After a time, this treatment of Musk, which ignored his faults and failures while ascribing him all responsibility for anything good that came out of the companies he founded, seeped into other media outlets until it finally infected the mainstream media that most people consume, just as they were further shifting from serious reporting to a style more reminiscent of sports and entertainment journalism. In-depth reporting of issues was replaced with political play-by-plays where the elevation of figures from various industries into celebrities intensified.

This explains why Musk now feels victimized by the media. After a decade or so of largely uncritical coverage where he was presented as a visionary and (inter)national treasure, even parts of the tech press can’t ignore his growing failures with Tesla. However, that doesn’t mean they’ve abandoned him. The media loves a billionaire, as the Times interview shows.

When regular people fail in their jobs or lose their positions, the media often frames it as being their own fault. Individual responsibility is a core tenet of the neoliberal set of values that have been endlessly shoved down our throats and imprinted on our minds since the 1970s, so when something bad happens, there’s an effort to look at how the victim failed or deserved their fate — but that’s not the case with billionaires.

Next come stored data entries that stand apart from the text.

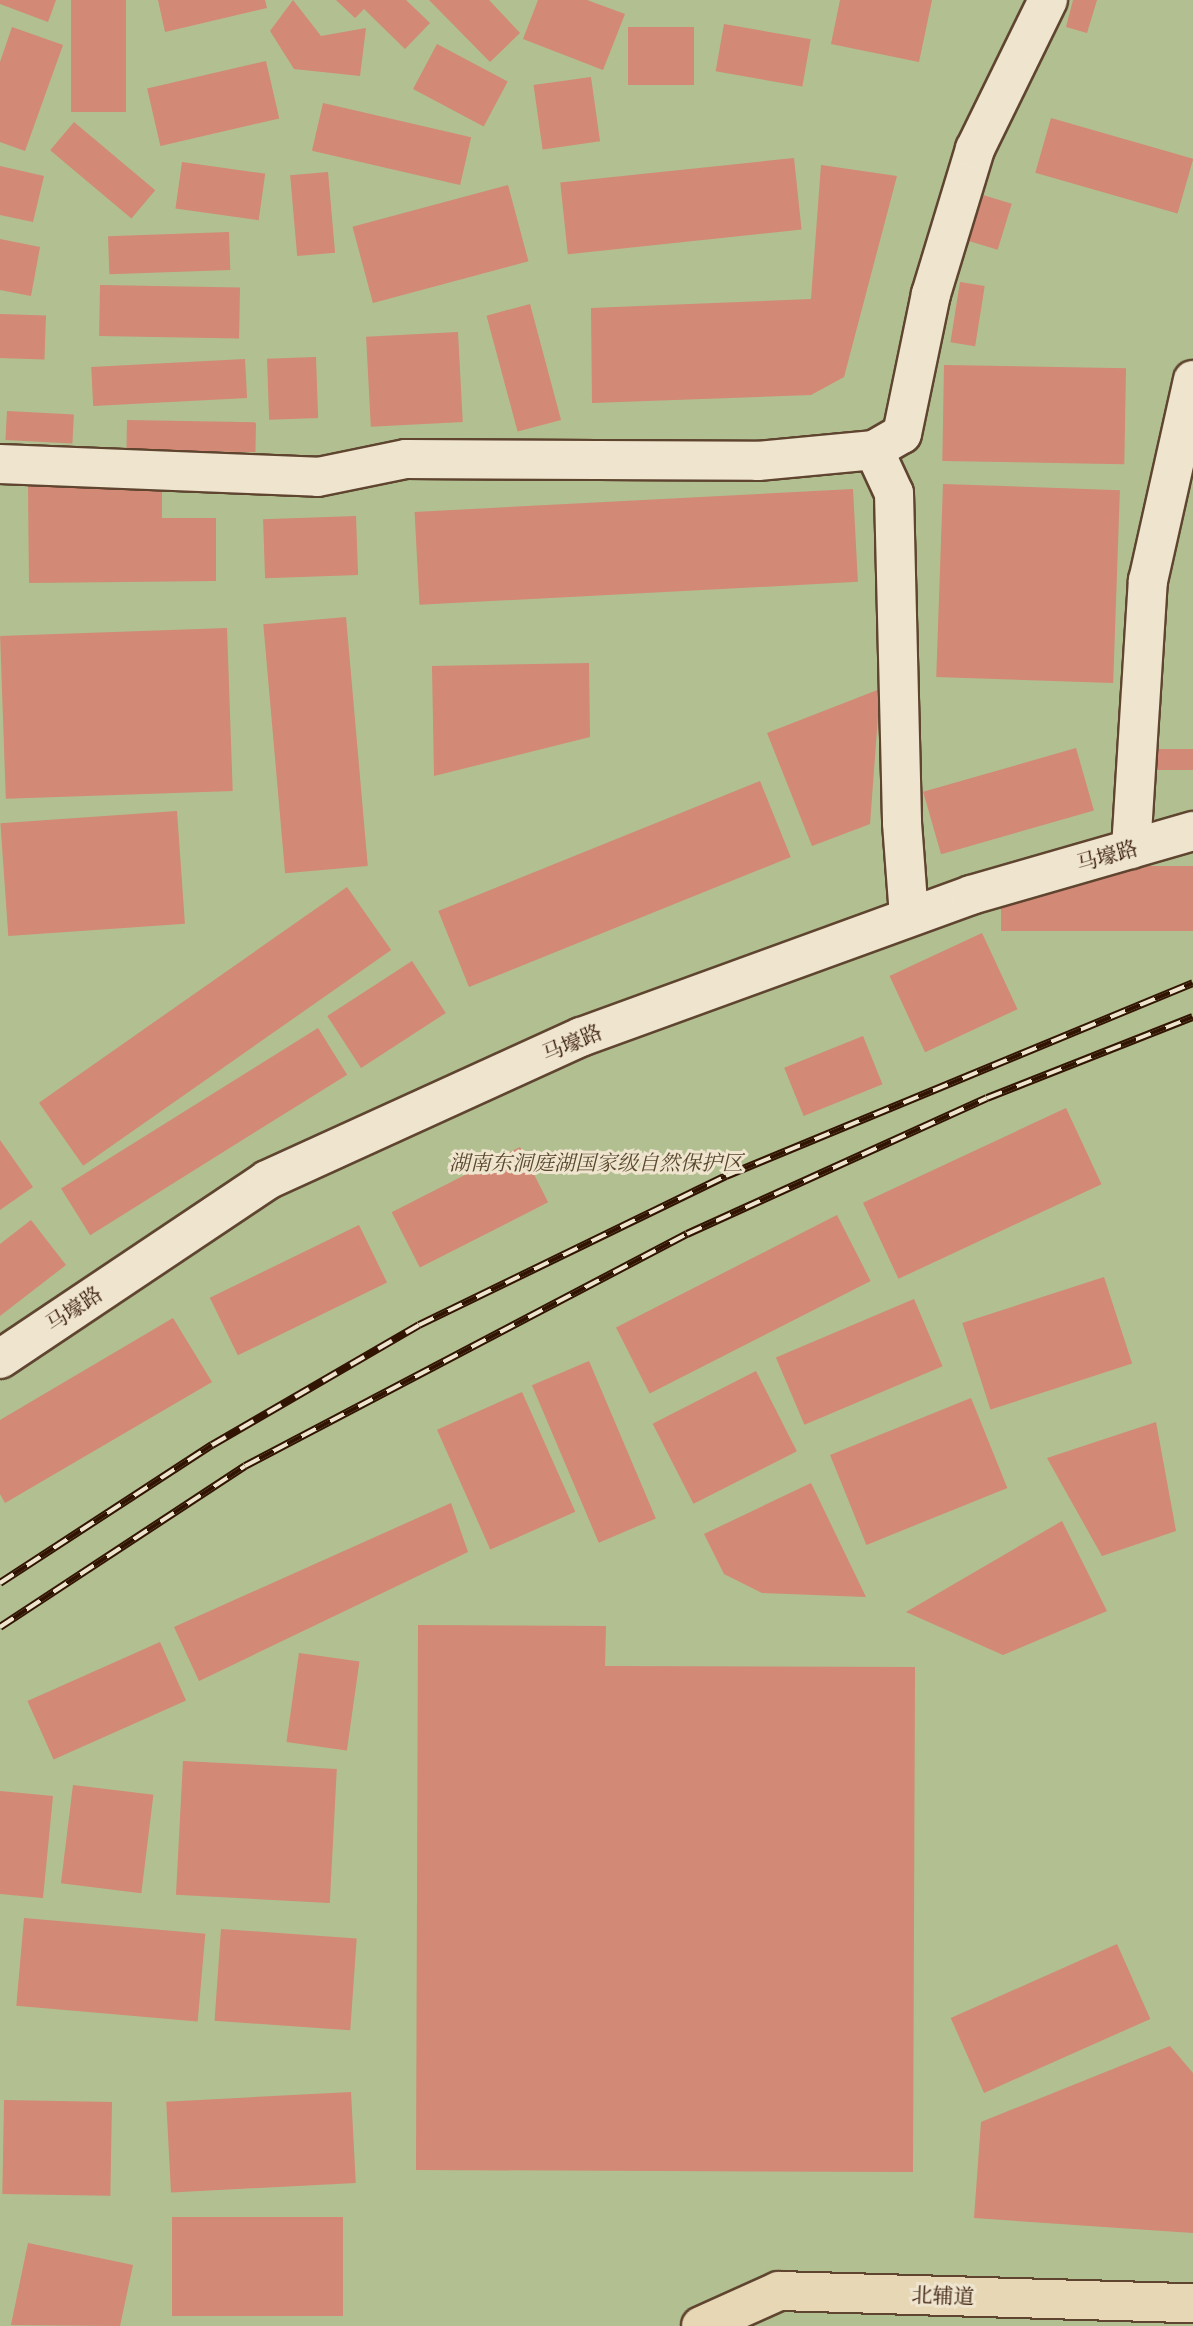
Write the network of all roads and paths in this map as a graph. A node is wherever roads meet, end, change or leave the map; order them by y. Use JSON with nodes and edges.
{"nodes":[{"id":1,"x":1048,"y":0,"type":"edge"},
{"id":2,"x":1193,"y":380,"type":"edge"},
{"id":3,"x":874,"y":450,"type":"junction"},
{"id":4,"x":0,"y":464,"type":"edge"},
{"id":5,"x":1193,"y":831,"type":"edge"},
{"id":6,"x":1131,"y":849,"type":"junction"},
{"id":7,"x":909,"y":917,"type":"junction"},
{"id":8,"x":0,"y":1359,"type":"edge"},
{"id":9,"x":1193,"y":2303,"type":"edge"},
{"id":10,"x":701,"y":2326,"type":"edge"}],
"edges":[{"from":1,"to":3,"type":"street"},
{"from":2,"to":6,"type":"street"},
{"from":3,"to":4,"type":"street"},
{"from":3,"to":7,"type":"street"},
{"from":5,"to":6,"type":"street","name":"马壕路"},
{"from":6,"to":7,"type":"street","name":"马壕路"},
{"from":7,"to":8,"type":"street","name":"马壕路"},
{"from":9,"to":10,"type":"main road","name":"北辅道"}]}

We generally shrug our shoulders, as a society, when our fellow poor and middle-class people fall through the cracks and into destitution if they lose their job, are scammed by a financial institution, or need health care that isn’t covered by insurance — but that isn’t the case with the rich.

Thanks to the framing of media organizations — which are not coincidentally controlled by some of the richest people in our society, if not the world — when the rich fail, we rarely ascribe the blame to them or at least look for the ways they can be redeemed and soar like a phoenix from the ashes of their failure. We love a redemption story when it involves a celebrity or a billionaire, because we’re told that one day that could be us — yet nothing could be a bigger lie.

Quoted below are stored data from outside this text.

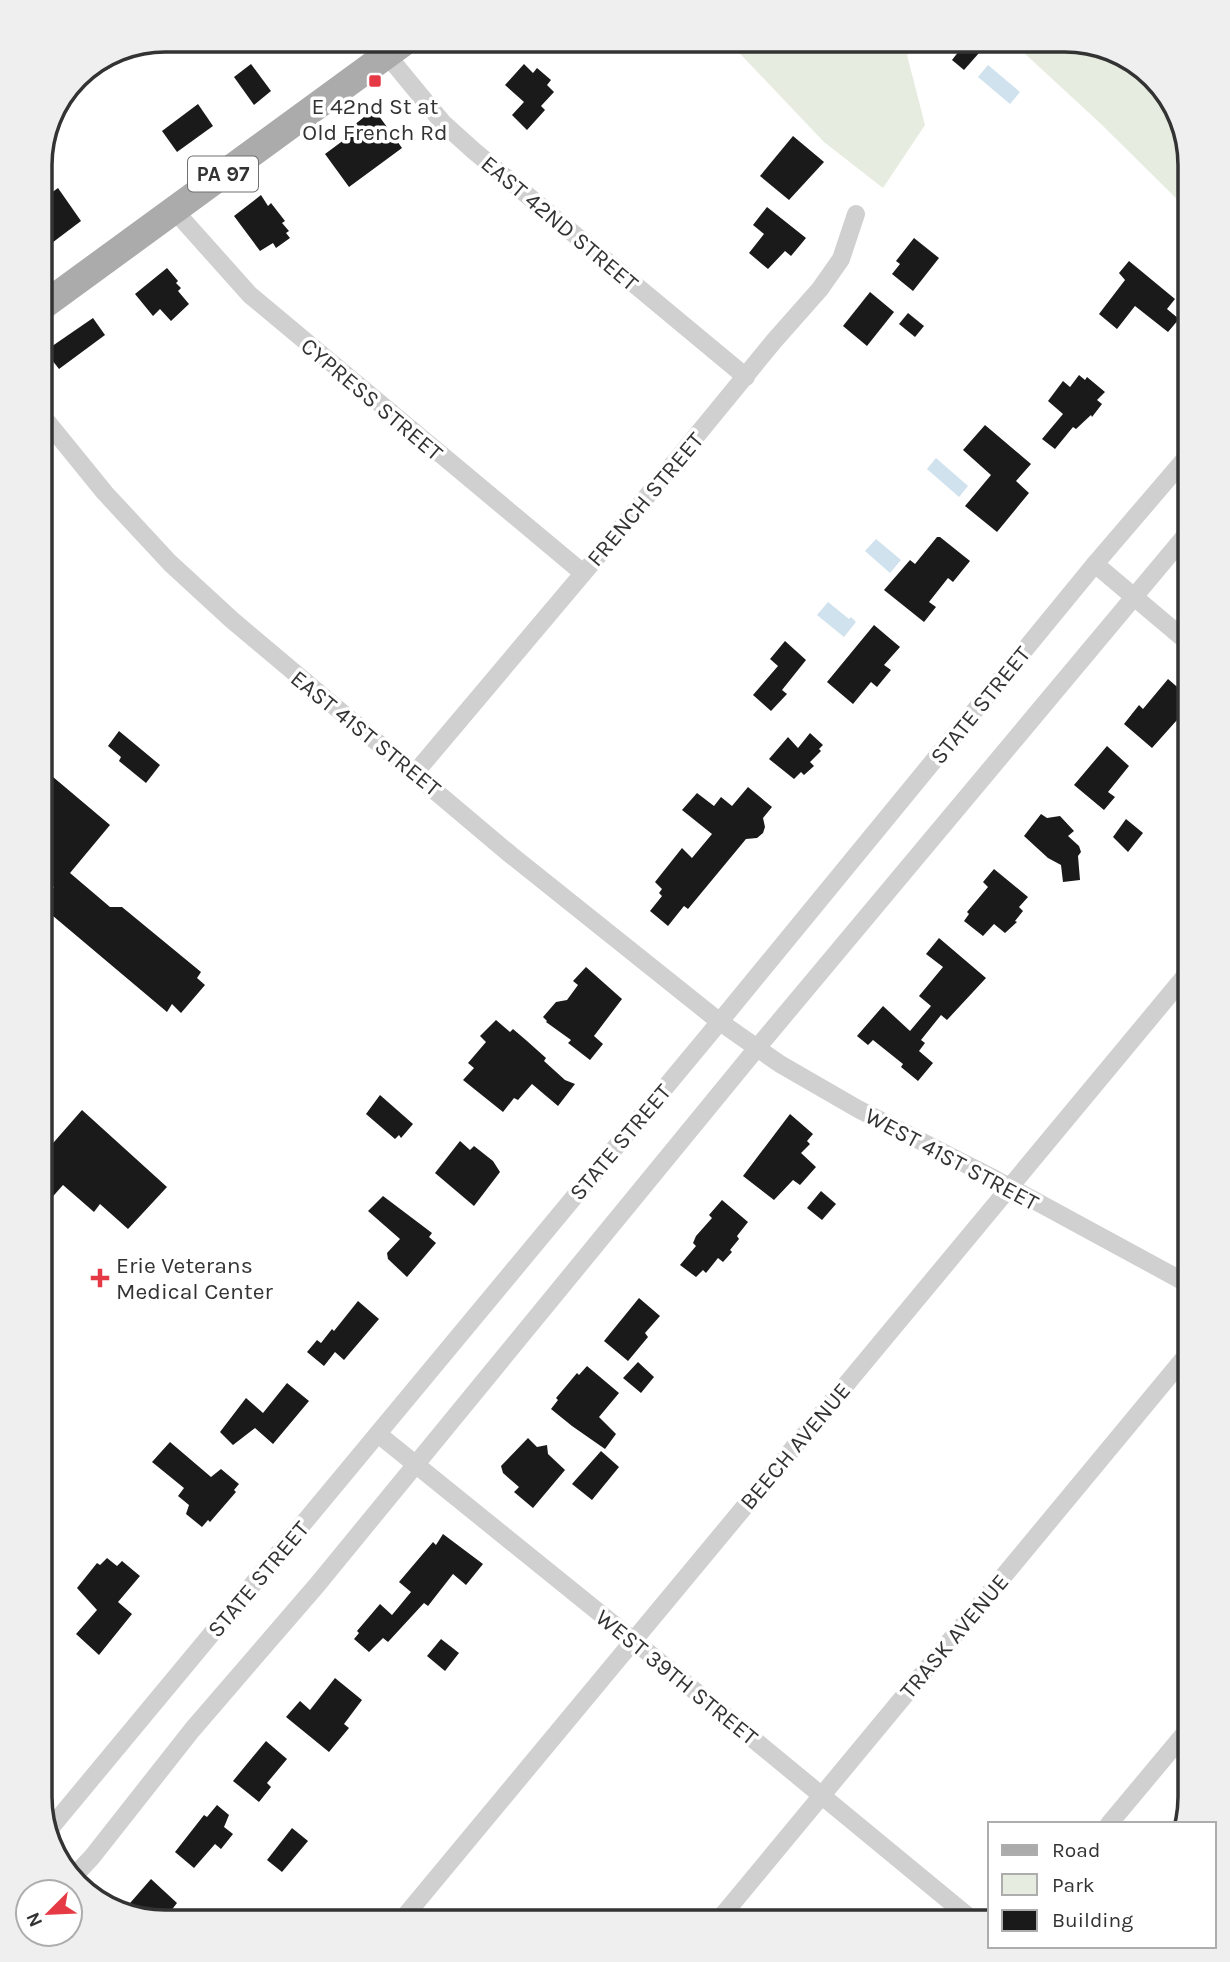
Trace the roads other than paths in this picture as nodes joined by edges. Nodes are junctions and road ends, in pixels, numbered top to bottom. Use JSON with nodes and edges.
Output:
{"nodes":[{"id":1,"x":391,"y":52,"type":"edge"},
{"id":2,"x":400,"y":52,"type":"edge"},
{"id":3,"x":174,"y":210,"type":"junction"},
{"id":4,"x":856,"y":214,"type":"dead end"},
{"id":5,"x":53,"y":299,"type":"edge"},
{"id":6,"x":746,"y":377,"type":"junction"},
{"id":7,"x":53,"y":429,"type":"edge"},
{"id":8,"x":1178,"y":467,"type":"edge"},
{"id":9,"x":1178,"y":544,"type":"edge"},
{"id":10,"x":1095,"y":564,"type":"junction"},
{"id":11,"x":583,"y":573,"type":"junction"},
{"id":12,"x":1133,"y":597,"type":"junction"},
{"id":13,"x":1178,"y":634,"type":"edge"},
{"id":14,"x":415,"y":773,"type":"junction"},
{"id":15,"x":1178,"y":984,"type":"edge"},
{"id":16,"x":720,"y":1022,"type":"junction"},
{"id":17,"x":757,"y":1048,"type":"junction"},
{"id":18,"x":1008,"y":1188,"type":"junction"},
{"id":19,"x":1178,"y":1279,"type":"edge"},
{"id":20,"x":1178,"y":1366,"type":"edge"},
{"id":21,"x":378,"y":1434,"type":"junction"},
{"id":22,"x":415,"y":1465,"type":"junction"},
{"id":23,"x":634,"y":1640,"type":"junction"},
{"id":24,"x":1178,"y":1741,"type":"edge"},
{"id":25,"x":821,"y":1797,"type":"junction"},
{"id":26,"x":56,"y":1822,"type":"edge"},
{"id":27,"x":1111,"y":1822,"type":"edge"},
{"id":28,"x":79,"y":1870,"type":"edge"},
{"id":29,"x":411,"y":1909,"type":"edge"},
{"id":30,"x":728,"y":1910,"type":"edge"},
{"id":31,"x":960,"y":1910,"type":"edge"}],
"edges":[{"from":1,"to":3,"type":"main road","number":"PA 97"},
{"from":2,"to":6,"type":"street","name":"EAST 42ND STREET"},
{"from":3,"to":5,"type":"main road","number":"PA 97"},
{"from":3,"to":11,"type":"street","name":"CYPRESS STREET"},
{"from":4,"to":6,"type":"street","name":"FRENCH STREET"},
{"from":6,"to":11,"type":"street","name":"FRENCH STREET"},
{"from":7,"to":14,"type":"street","name":"EAST 41ST STREET"},
{"from":8,"to":10,"type":"street","name":"STATE STREET"},
{"from":9,"to":12,"type":"street","name":"STATE STREET"},
{"from":10,"to":12,"type":"street"},
{"from":10,"to":16,"type":"street","name":"STATE STREET"},
{"from":11,"to":14,"type":"street","name":"FRENCH STREET"},
{"from":12,"to":13,"type":"street"},
{"from":12,"to":17,"type":"street","name":"STATE STREET"},
{"from":14,"to":16,"type":"street","name":"EAST 41ST STREET"},
{"from":15,"to":18,"type":"street","name":"BEECH AVENUE"},
{"from":16,"to":17,"type":"street","name":"WEST 41ST STREET"},
{"from":16,"to":21,"type":"street","name":"STATE STREET"},
{"from":17,"to":18,"type":"street","name":"WEST 41ST STREET"},
{"from":17,"to":22,"type":"street","name":"STATE STREET"},
{"from":18,"to":19,"type":"street","name":"WEST 41ST STREET"},
{"from":18,"to":23,"type":"street","name":"BEECH AVENUE"},
{"from":20,"to":25,"type":"street","name":"TRASK AVENUE"},
{"from":21,"to":22,"type":"street","name":"WEST 39TH STREET"},
{"from":21,"to":26,"type":"street","name":"STATE STREET"},
{"from":22,"to":23,"type":"street","name":"WEST 39TH STREET"},
{"from":22,"to":28,"type":"street","name":"STATE STREET"},
{"from":23,"to":25,"type":"street","name":"WEST 39TH STREET"},
{"from":23,"to":29,"type":"street","name":"BEECH AVENUE"},
{"from":24,"to":27,"type":"street"},
{"from":25,"to":30,"type":"street","name":"TRASK AVENUE"},
{"from":25,"to":31,"type":"street","name":"WEST 39TH STREET"}]}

The Times did this for Musk, even though it’s clear he’s learned nothing and just wants the media to go back to uncritically boosting him and everything he does. They pointed out that the tweet about taking Tesla private was inaccurate, but they still went along with his pity party about having to work on his birthday, putting in 120 hours a week, not seeing his kids very often — a situation that would sound pretty familiar to a growing segment of the working class. Taking a private plane to Catalonia for his brother’s wedding, however? Maybe that’s relatable to high-level media personalities, but not to those who relate to the work schedule he experiences as a terrible imposition.

There’s another important difference here, too. The working class is often blamed for not working hard enough or being committed enough if they get laid off, when the blame should lie with mismanagement much further up, but Musk’s failures are truly his own, yet he rarely acknowledges that fact and certainly doesn’t learn from them.

Indeed, the “difficult” year which put Musk on the verge of tears over is only so hard because he seems unable to give accurate timetables and can’t put his phone down long enough not to get himself into trouble with his tweets. Just as Banks called out his lies by keeping the receipts from her conversations with Grimes, Musk also couldn’t help himself from making even more bold timelines that will not be met in his interview with Brownlee, which was published the day after the Times piece.

Musk told Brownlee that Tesla could produce a $25,000 electric car within three years, continuing on the plan to use expensive models to develop more affordable ones. However, the $35,000 Model 3s still aren’t being delivered because Musk claims that production needs to scale to 5,000 units per week before they can be produced at a profit, even though analysts at UBS now say that the $35,000 Model 3 will never be profitable and that Tesla will lose $6,000 on every base model it produces.

More fake news, or another of Musk’s lies exposed? The latter seems like a much safer bet.